Cette explication me paraît si simple et si claire, que je ne vois pas ce qu’on peut y opposer. L’obscurité de la chimie vient en grande partie de ce qu’on en a peu généralisé les principes, et qu’on ne les a pas réunis à ceux de la haute physique. Les chimistes ont adopté les affinités sans les comprendre, c’est-à-dire sans entendre le rapport de la cause à l’effet, qui, néanmoins, n’est autre que celui de l’attraction universelle ; ils ont créé leur phlogistique sans savoir ce que c’est, et cependant c’est de l’air et du feu fixes ; ils ont formé, à mesure qu’ils en ont eu besoin, des êtres idéaux[NdÉ 2], des minéralisateurs, des terres mercurielles, des noms, des termes d’autant plus vagues que l’acception en est plus générale. J’ose dire que M. Macquer[1] et M. de Morveau[2] sont les premiers de nos chimistes qui aient commencé à parler français[3]. Cette science va donc naître, puisqu’on commence à la parler ; et on la parlera d’autant mieux, on l’entendra d’autant plus aisément, qu’on en bannira le plus de mots techniques, qu’on renoncera de meilleure foi à tous ces petits principes secondaires tirés de la méthode, qu’on s’occupera davantage de les déduire des principes généraux de la mécanique rationnelle, qu’on cherchera avec plus de soin à les ramener aux lois de la nature, et qu’on sacrifiera plus volontiers la commodité d’expliquer d’une manière précaire et selon l’art les phénomènes de la composition ou de la décomposition des substances à la difficulté de les présenter pour tels qu’ils sont, c’est-à-dire pour des effets particuliers dépendant d’effets plus généraux qui sont les seules vraies causes, les seuls principes réels auxquels on doive s’attacher si l’on veut avancer la science de la philosophie naturelle.

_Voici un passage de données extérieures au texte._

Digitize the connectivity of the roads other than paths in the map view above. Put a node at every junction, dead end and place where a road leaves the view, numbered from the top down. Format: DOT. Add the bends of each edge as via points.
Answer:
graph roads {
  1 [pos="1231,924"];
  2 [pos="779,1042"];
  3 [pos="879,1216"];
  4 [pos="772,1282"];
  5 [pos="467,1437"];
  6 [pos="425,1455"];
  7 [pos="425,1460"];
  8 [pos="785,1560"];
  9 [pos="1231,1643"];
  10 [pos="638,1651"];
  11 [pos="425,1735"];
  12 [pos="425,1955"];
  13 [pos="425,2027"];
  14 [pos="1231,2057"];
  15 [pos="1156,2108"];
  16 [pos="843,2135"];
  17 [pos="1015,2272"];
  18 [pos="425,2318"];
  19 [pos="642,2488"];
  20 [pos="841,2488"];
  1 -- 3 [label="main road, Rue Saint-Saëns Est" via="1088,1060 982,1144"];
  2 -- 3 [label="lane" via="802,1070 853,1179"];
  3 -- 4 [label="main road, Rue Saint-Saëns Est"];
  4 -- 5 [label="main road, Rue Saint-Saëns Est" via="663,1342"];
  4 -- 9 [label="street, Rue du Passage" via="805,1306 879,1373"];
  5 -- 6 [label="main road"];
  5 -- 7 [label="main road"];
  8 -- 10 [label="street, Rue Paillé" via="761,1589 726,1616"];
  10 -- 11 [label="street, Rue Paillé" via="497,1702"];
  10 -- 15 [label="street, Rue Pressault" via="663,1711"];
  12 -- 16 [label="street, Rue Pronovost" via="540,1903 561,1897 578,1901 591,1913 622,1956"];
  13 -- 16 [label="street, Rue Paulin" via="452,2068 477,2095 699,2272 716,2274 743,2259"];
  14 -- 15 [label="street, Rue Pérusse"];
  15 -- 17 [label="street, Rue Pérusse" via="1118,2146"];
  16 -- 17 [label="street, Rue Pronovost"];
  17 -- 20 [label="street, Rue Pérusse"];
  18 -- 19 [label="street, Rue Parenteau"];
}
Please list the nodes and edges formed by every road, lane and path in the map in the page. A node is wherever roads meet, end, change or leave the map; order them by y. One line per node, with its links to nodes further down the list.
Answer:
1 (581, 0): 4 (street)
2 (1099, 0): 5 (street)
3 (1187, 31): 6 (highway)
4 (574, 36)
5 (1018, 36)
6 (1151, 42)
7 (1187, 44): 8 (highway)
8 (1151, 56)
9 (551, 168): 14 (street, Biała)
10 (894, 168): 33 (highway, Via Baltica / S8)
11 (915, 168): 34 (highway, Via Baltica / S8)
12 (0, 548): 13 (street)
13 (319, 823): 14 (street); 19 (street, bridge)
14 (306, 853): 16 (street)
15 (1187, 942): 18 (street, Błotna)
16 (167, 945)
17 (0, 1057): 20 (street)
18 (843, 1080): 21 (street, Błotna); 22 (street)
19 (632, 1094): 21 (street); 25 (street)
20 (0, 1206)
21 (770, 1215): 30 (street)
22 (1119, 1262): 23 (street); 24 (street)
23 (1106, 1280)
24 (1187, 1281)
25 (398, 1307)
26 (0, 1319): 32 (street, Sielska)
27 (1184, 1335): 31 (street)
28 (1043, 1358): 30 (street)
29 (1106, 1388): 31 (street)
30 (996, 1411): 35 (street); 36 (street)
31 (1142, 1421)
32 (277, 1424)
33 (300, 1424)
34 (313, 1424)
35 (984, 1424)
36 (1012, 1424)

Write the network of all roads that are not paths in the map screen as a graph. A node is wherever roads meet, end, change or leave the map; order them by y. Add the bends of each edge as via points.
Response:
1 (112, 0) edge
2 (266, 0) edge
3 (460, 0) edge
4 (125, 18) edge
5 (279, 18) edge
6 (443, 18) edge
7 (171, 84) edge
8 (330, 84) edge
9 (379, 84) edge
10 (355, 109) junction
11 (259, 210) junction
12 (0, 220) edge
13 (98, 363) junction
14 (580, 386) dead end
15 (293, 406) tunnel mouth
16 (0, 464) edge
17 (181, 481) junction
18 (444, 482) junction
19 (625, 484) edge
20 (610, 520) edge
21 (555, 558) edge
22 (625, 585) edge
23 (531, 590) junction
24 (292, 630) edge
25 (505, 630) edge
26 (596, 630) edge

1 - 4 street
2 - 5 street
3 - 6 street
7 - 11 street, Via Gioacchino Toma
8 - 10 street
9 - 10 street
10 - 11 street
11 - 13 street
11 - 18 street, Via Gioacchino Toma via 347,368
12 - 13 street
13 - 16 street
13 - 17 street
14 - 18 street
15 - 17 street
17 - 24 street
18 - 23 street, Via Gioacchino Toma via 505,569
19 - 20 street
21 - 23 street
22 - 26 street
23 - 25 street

Je crois avoir démontré[4] que toutes les petites lois des affinités chimiques, qui paraissent si variables, si différentes entre elles, ne sont cependant pas autres que la loi générale de l’attraction commune à toute la matière ; que cette grande loi, toujours constante, toujours la même, ne paraît varier que par son expression, qui ne peut pas être la même lorsque la figure des corps entre comme élément dans leur distance. Avec cette nouvelle clef, on pourra scruter les secrets les plus profonds de la nature, on pourra parvenir à connaître la figure des parties primitives des différentes substances, assigner

  1. Dictionnaire de chimie. Paris, 1766.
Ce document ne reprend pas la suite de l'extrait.